:: TASK DIRECTIONS ::
Go through the listing and repeat each entry exactly, but include no pictures.

---------- RECORD EXCERPTS

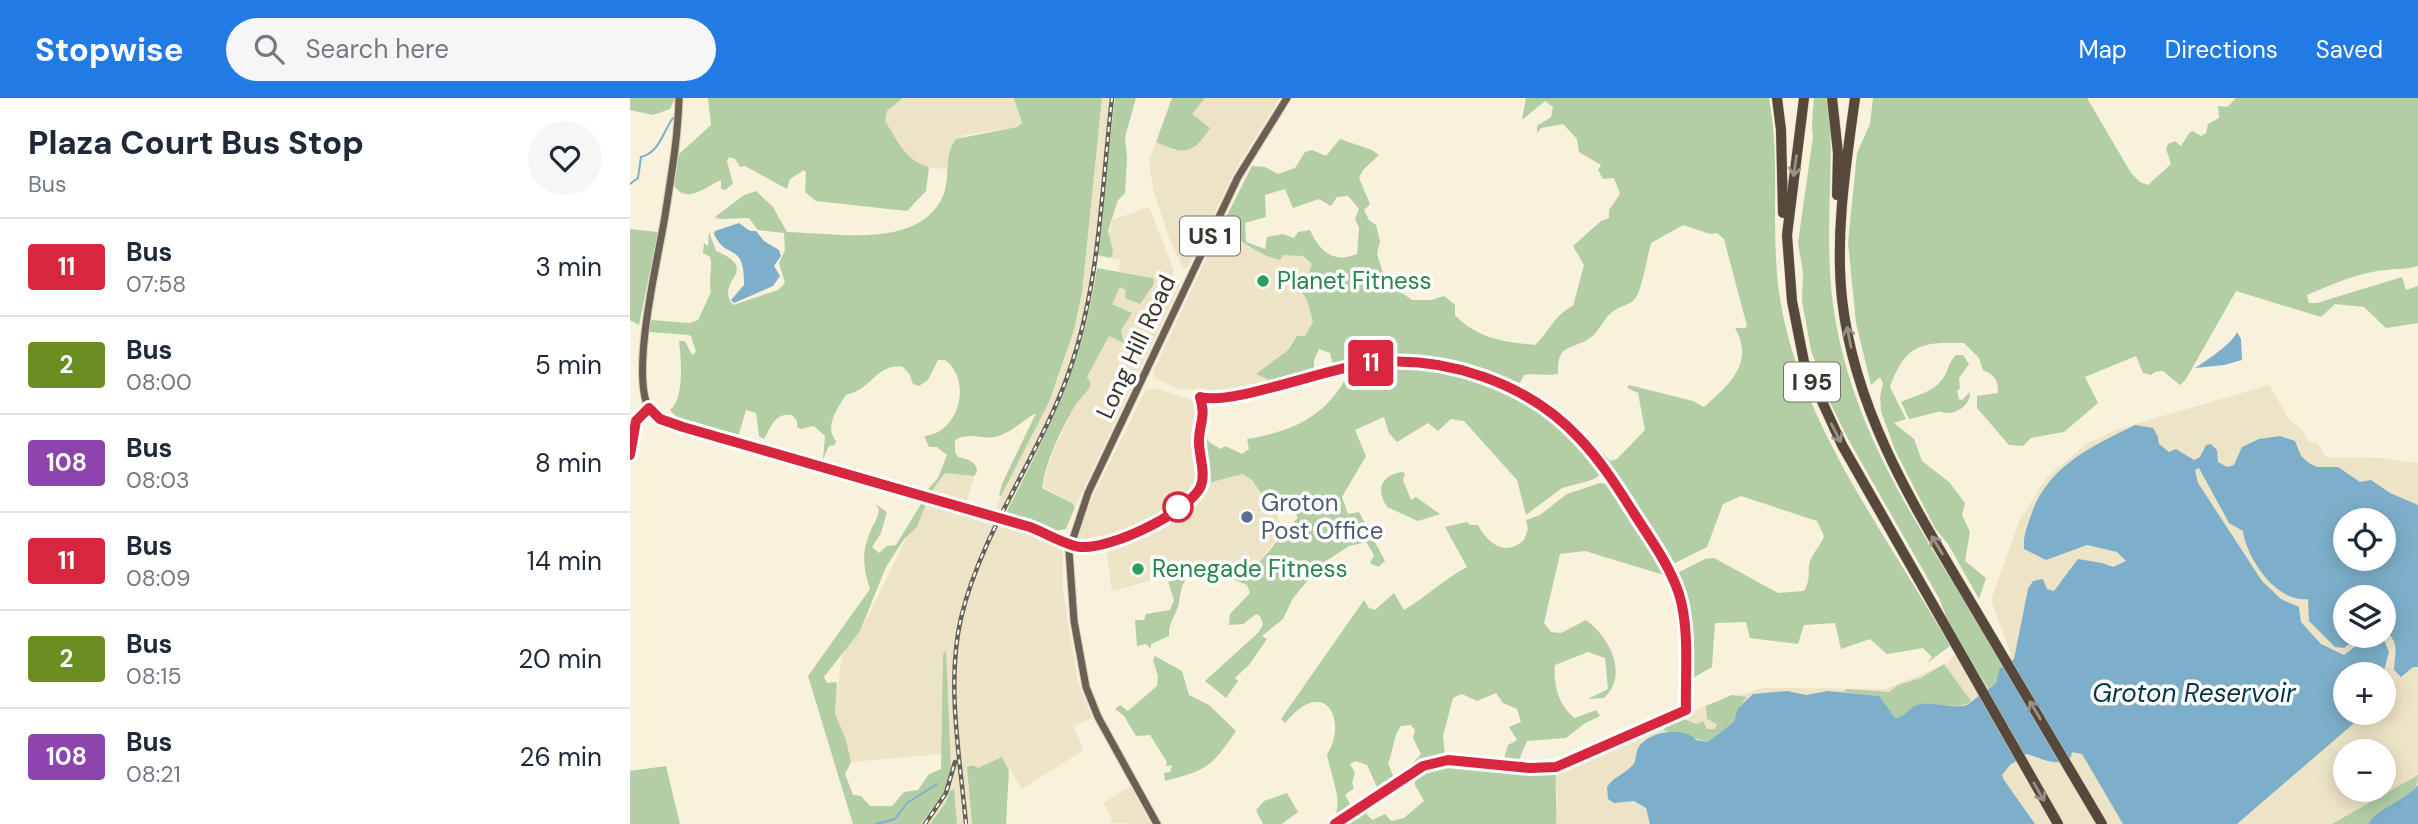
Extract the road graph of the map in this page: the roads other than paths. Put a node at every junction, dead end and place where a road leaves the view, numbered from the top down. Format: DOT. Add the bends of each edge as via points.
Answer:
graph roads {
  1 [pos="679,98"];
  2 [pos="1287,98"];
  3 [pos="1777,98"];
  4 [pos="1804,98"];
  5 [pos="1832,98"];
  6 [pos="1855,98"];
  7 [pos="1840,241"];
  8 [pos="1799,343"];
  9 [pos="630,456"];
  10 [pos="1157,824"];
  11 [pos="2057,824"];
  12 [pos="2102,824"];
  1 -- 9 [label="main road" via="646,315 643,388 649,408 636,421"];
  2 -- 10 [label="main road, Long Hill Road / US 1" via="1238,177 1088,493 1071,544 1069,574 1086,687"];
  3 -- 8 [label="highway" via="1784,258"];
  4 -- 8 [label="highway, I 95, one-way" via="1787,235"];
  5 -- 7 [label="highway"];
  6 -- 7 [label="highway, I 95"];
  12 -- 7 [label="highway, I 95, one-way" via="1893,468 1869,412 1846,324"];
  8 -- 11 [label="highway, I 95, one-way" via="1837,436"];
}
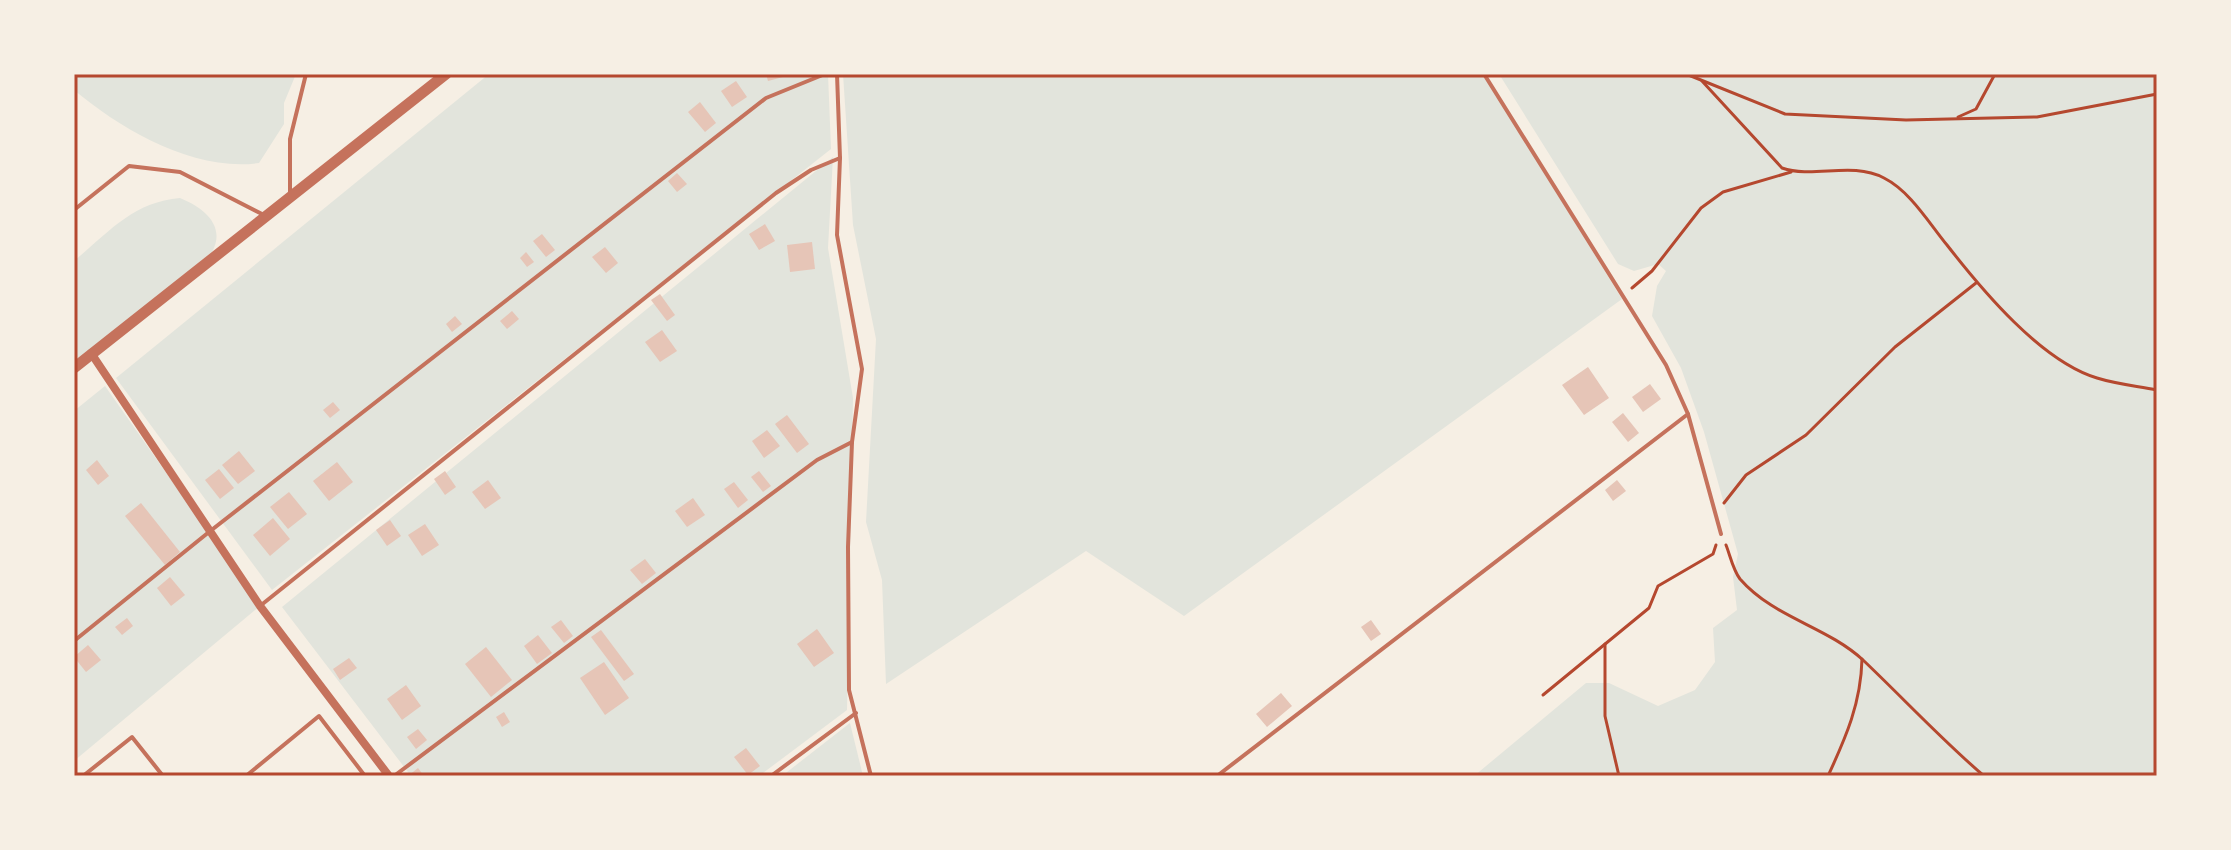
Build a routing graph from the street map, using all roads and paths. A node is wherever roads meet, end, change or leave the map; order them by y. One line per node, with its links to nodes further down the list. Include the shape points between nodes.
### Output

--------------------

:: ANSWER ::
Extract the road graph of the map in this page: the roads other than paths. Put a node at every junction, dead end and place where a road leaves the view, numbered from the top down. Format: DOT. Add the bends of each edge as via points.
Answer:
graph roads {
  1 [pos="679,98"];
  2 [pos="1287,98"];
  3 [pos="1777,98"];
  4 [pos="1804,98"];
  5 [pos="1832,98"];
  6 [pos="1855,98"];
  7 [pos="1840,241"];
  8 [pos="1799,343"];
  9 [pos="630,456"];
  10 [pos="1157,824"];
  11 [pos="2057,824"];
  12 [pos="2102,824"];
  1 -- 9 [label="main road" via="646,315 643,388 649,408 636,421"];
  2 -- 10 [label="main road, Long Hill Road / US 1" via="1238,177 1088,493 1071,544 1069,574 1086,687"];
  3 -- 8 [label="highway" via="1784,258"];
  4 -- 8 [label="highway, I 95, one-way" via="1787,235"];
  5 -- 7 [label="highway"];
  6 -- 7 [label="highway, I 95"];
  12 -- 7 [label="highway, I 95, one-way" via="1893,468 1869,412 1846,324"];
  8 -- 11 [label="highway, I 95, one-way" via="1837,436"];
}
Build a routing graph from the street map, using all roads and paths. A node is wherever roads meet, end, change or leave the map; order them by y. One line per node, with its links to nodes further down the list. Include the shape points between nodes.
### Output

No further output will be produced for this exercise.